Emek Parti Elazığ İl Örgütü, iktidarı eleştirdiği açıklamasında deprem kuşağında yer alınmasına rağmen, hiçbir önlem alınmadığını, yaşanılanlardan hiç ders çıkarılmadığını söyledi.
“İNSAN HAYATLARI RANT SAVAŞINA KURBAN EDİLDİ”
Önlemlerin alınmadığı takdirde her seferinde aynı acı tabloyla karşılaşacağının kaçınılmaz olduğuna dikkat çeken Emek Partisi Elazığ İl Örgütü tarafından yapılan açıklamada insan hayatının rant savaşına kurban edildiğini vurguladı.
“İHMAL NEDENİYLE İNSANLARIMIZI YİTİRDİK”
“Tüm bu depremlerin bize gösterdiği; depremlerden önce iktidar tarafından alınmayan önlemler, depremler yaşanırken arama ve kurtarmaların yetersiz kalması ve kurtarılabilecek insanların ihmal nedeniyle yitirilmesi oldu” diyen Elazığ Emek Partisi tarafından şu ifadelere yer verildi:
“İKTİDAR HİÇBİR DERS ALMIYOR”
“Ülkemiz, deprem kuşağında yer alan ciddi deprem üretebilecek fayları barındıran bir ülke. Tüm bunlara rağmen iktidarın hiçbir ders almadığını, yaşanacak diğer depremlerde de aynı acı senaryoyu yaşayacağımızı görüyoruz. İktidarın önlem almadığı ve yetersiz kaldığı tek konu depremler de değil elbette. Sel felaketleri, maden ocaklarında yaşanan patlamalar, orman yangınları… Uzayıp giden bu listede başkaca birçok felaket de yaşandı elbette.
Hele hele Kartalkaya’da yaşanan yangınla birlikte iktidarın bütün bu olaylara nasıl baktığını, insan hayatının rant savaşına nasıl kurban edildiğini gözler önüne serdi.

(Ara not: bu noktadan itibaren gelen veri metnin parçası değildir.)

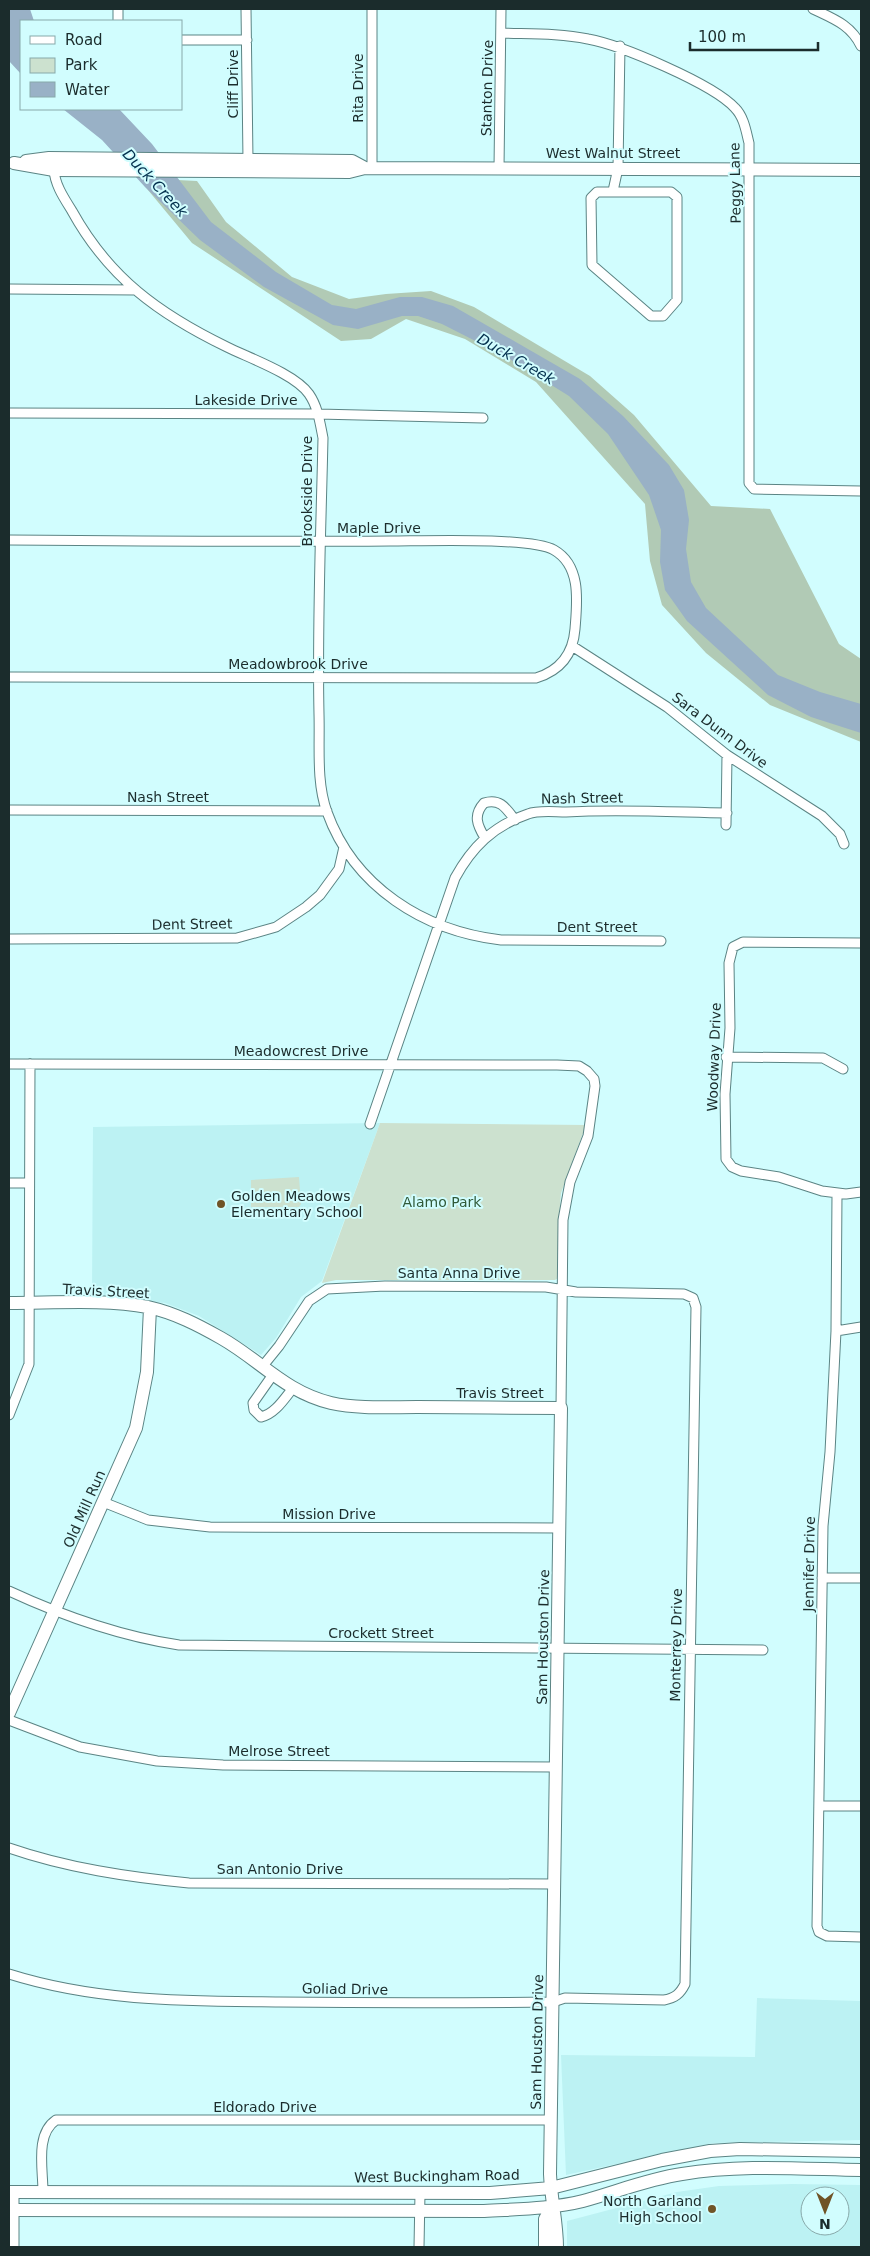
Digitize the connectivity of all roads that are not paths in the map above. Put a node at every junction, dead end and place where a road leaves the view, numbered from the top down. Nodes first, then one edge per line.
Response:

“RANT VE KAR HIRSI ÖN PLANDA”
1939 yılında Erzincan’da yaşanan ülke tarihinin en yıkıcı depremlerinden birinden bu yana geçen 74 senelik süre zarfı içerisinde başa gelen hükümetlerin hiçbiri deprem gerçeğine göre bir politik hatta konumlanmamıştır. 22 senedir ülkeyi yöneten AKP’de bu zincirin son halkasıdır. Deprem öncesinde alınması gereken önlemlerin hiçbiri alınmamış, depremin yıkıcı etkileri önlenememiş ve deprem sonrasında ortaya çıkan kaos ortamının önüne geçilememiştir. Yani depremin öncesi, deprem sırası ve sonrasında halkı güvenli şekilde yaşatmak için gerekli olan adımların hiçbiri atılmamıştır. Bunun yerine rant ve kar hırsını ön plana alan kentsel dönüşüm ve imar barışı gibi adımlarla sermayeye kaynak yaratılırken; kentler daha da dayanıksız hale getirilmiştir.
“DEPREME DAYANIKSIZ BİNALAR İNŞAA EDİLİYOR”
Depreme dayanıksız olduğu söylenen 1999 öncesi yapıların deprem bölgesindeki oranı %49 iken; yıkılan binaların büyük çoğunluğu 2001 yılı sonrası AKP döneminde yapılmıştır. Bu durum da açık şekilde denetleme ve düzenleme yetkisi elinde olmasına rağmen AKP’nin kentleri inşaat sermayesinin durmaksızın genişlemesi ve kar elde etmesi için depreme dayanıksız şekilde bıraktığının kanıtıdır.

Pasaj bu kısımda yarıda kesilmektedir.